Within the listing below, how many lines contain the word "Glenmore"? Answer with the number only.

- _GIVEN ENTRIES_
BEGIN
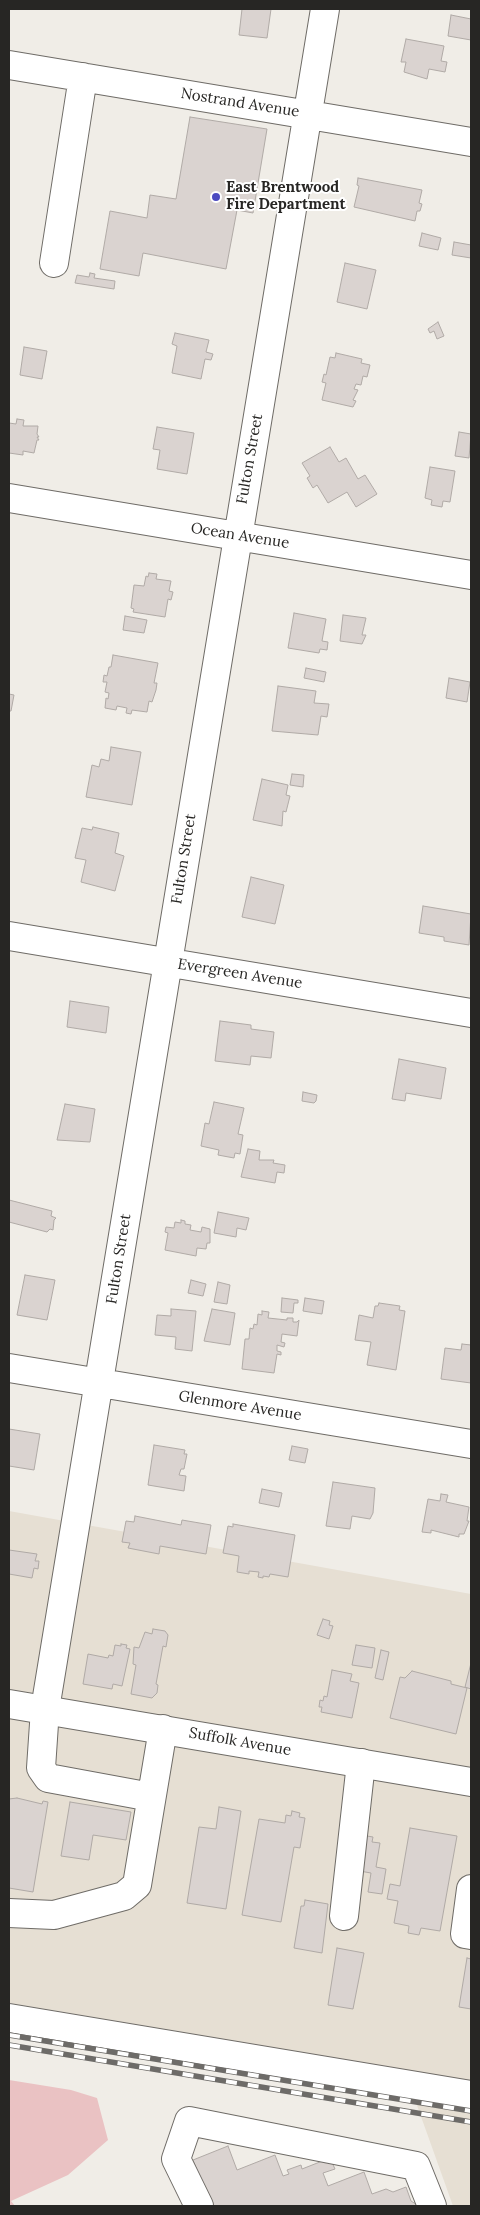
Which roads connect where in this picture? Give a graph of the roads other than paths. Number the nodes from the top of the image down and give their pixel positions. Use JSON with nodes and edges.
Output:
{"nodes":[{"id":1,"x":324,"y":9,"type":"edge"},
{"id":2,"x":9,"y":65,"type":"edge"},
{"id":3,"x":83,"y":77,"type":"junction"},
{"id":4,"x":308,"y":115,"type":"junction"},
{"id":5,"x":471,"y":142,"type":"edge"},
{"id":6,"x":54,"y":263,"type":"dead end"},
{"id":7,"x":9,"y":498,"type":"edge"},
{"id":8,"x":237,"y":535,"type":"junction"},
{"id":9,"x":471,"y":575,"type":"edge"},
{"id":10,"x":9,"y":936,"type":"edge"},
{"id":11,"x":167,"y":962,"type":"junction"},
{"id":12,"x":471,"y":1013,"type":"edge"},
{"id":13,"x":9,"y":1368,"type":"edge"},
{"id":14,"x":99,"y":1383,"type":"junction"},
{"id":15,"x":471,"y":1444,"type":"edge"},
{"id":16,"x":9,"y":1704,"type":"edge"},
{"id":17,"x":45,"y":1710,"type":"junction"},
{"id":18,"x":163,"y":1729,"type":"junction"},
{"id":19,"x":361,"y":1763,"type":"junction"},
{"id":20,"x":471,"y":1782,"type":"edge"},
{"id":21,"x":151,"y":1797,"type":"junction"},
{"id":22,"x":471,"y":1889,"type":"edge"},
{"id":23,"x":9,"y":1913,"type":"edge"},
{"id":24,"x":344,"y":1916,"type":"dead end"},
{"id":25,"x":471,"y":1934,"type":"edge"},
{"id":26,"x":9,"y":2018,"type":"edge"},
{"id":27,"x":471,"y":2095,"type":"edge"},
{"id":28,"x":199,"y":2206,"type":"edge"},
{"id":29,"x":432,"y":2206,"type":"edge"}],
"edges":[{"from":1,"to":4,"type":"street","name":"Fulton Street"},
{"from":2,"to":3,"type":"street","name":"Nostrand Avenue"},
{"from":3,"to":4,"type":"street","name":"Nostrand Avenue"},
{"from":3,"to":6,"type":"street"},
{"from":4,"to":5,"type":"street","name":"Nostrand Avenue"},
{"from":4,"to":8,"type":"street","name":"Fulton Street"},
{"from":7,"to":8,"type":"street","name":"Ocean Avenue"},
{"from":8,"to":9,"type":"street","name":"Ocean Avenue"},
{"from":8,"to":11,"type":"street","name":"Fulton Street"},
{"from":10,"to":11,"type":"street","name":"Evergreen Avenue"},
{"from":11,"to":12,"type":"street","name":"Evergreen Avenue"},
{"from":11,"to":14,"type":"street","name":"Fulton Street"},
{"from":13,"to":14,"type":"street","name":"Glenmore Avenue"},
{"from":14,"to":15,"type":"street","name":"Glenmore Avenue"},
{"from":14,"to":17,"type":"street","name":"Fulton Street"},
{"from":16,"to":17,"type":"street","name":"Suffolk Avenue"},
{"from":17,"to":18,"type":"street","name":"Suffolk Avenue"},
{"from":17,"to":21,"type":"street","name":"Fulton Street"},
{"from":18,"to":19,"type":"street","name":"Suffolk Avenue"},
{"from":18,"to":21,"type":"street"},
{"from":19,"to":20,"type":"street","name":"Suffolk Avenue"},
{"from":19,"to":24,"type":"street"},
{"from":21,"to":23,"type":"street"},
{"from":22,"to":25,"type":"street"},
{"from":26,"to":27,"type":"street"},
{"from":28,"to":29,"type":"street"}]}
END
- _WRITTEN RESPONSE_
2